◆ Work order: The answer is an exact repeat of the entries below, with the pictures omitted.

(Data to process Opens)

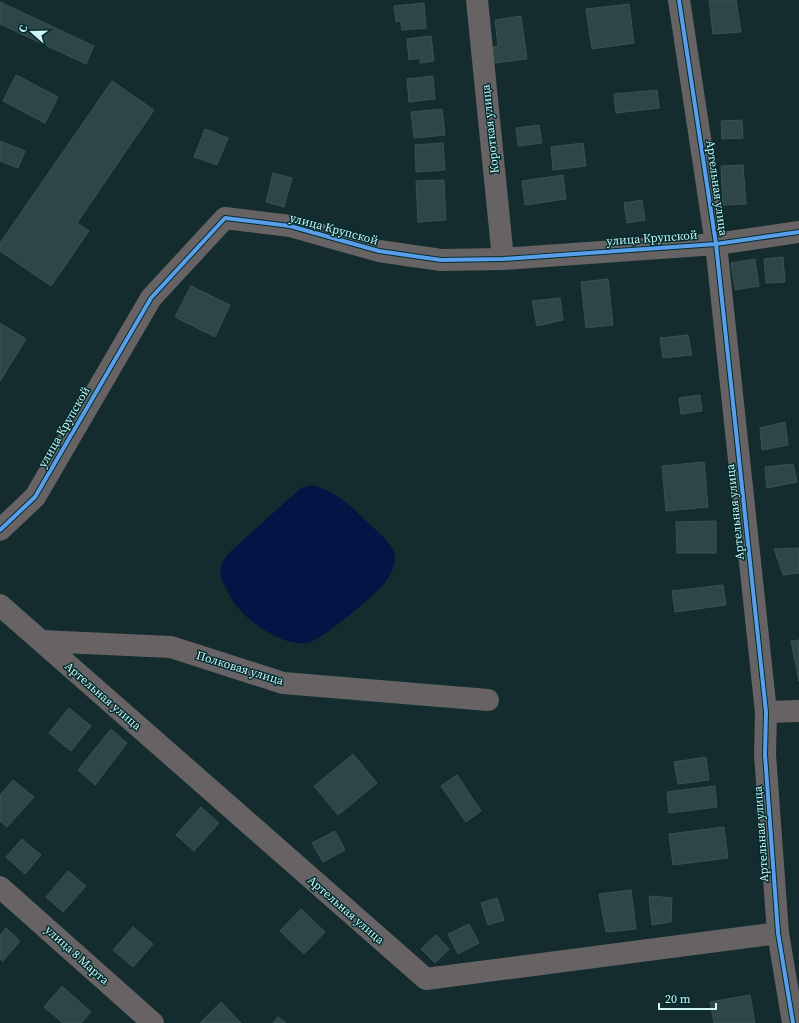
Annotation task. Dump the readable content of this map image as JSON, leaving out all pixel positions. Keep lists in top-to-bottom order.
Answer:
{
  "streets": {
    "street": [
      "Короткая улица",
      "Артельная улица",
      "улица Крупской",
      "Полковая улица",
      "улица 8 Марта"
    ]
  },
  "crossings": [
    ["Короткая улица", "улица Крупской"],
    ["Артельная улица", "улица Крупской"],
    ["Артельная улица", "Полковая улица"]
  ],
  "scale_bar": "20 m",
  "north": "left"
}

(Data to process Closes)

◆ Solution for this problem:
Annotation task. Dump the readable content of this map image as JSON, leaving out all pixel positions. Keep lists in top-to-bottom order.
Answer:
{
  "streets": {
    "street": [
      "Короткая улица",
      "Артельная улица",
      "улица Крупской",
      "Полковая улица",
      "улица 8 Марта"
    ]
  },
  "crossings": [
    ["Короткая улица", "улица Крупской"],
    ["Артельная улица", "улица Крупской"],
    ["Артельная улица", "Полковая улица"]
  ],
  "scale_bar": "20 m",
  "north": "left"
}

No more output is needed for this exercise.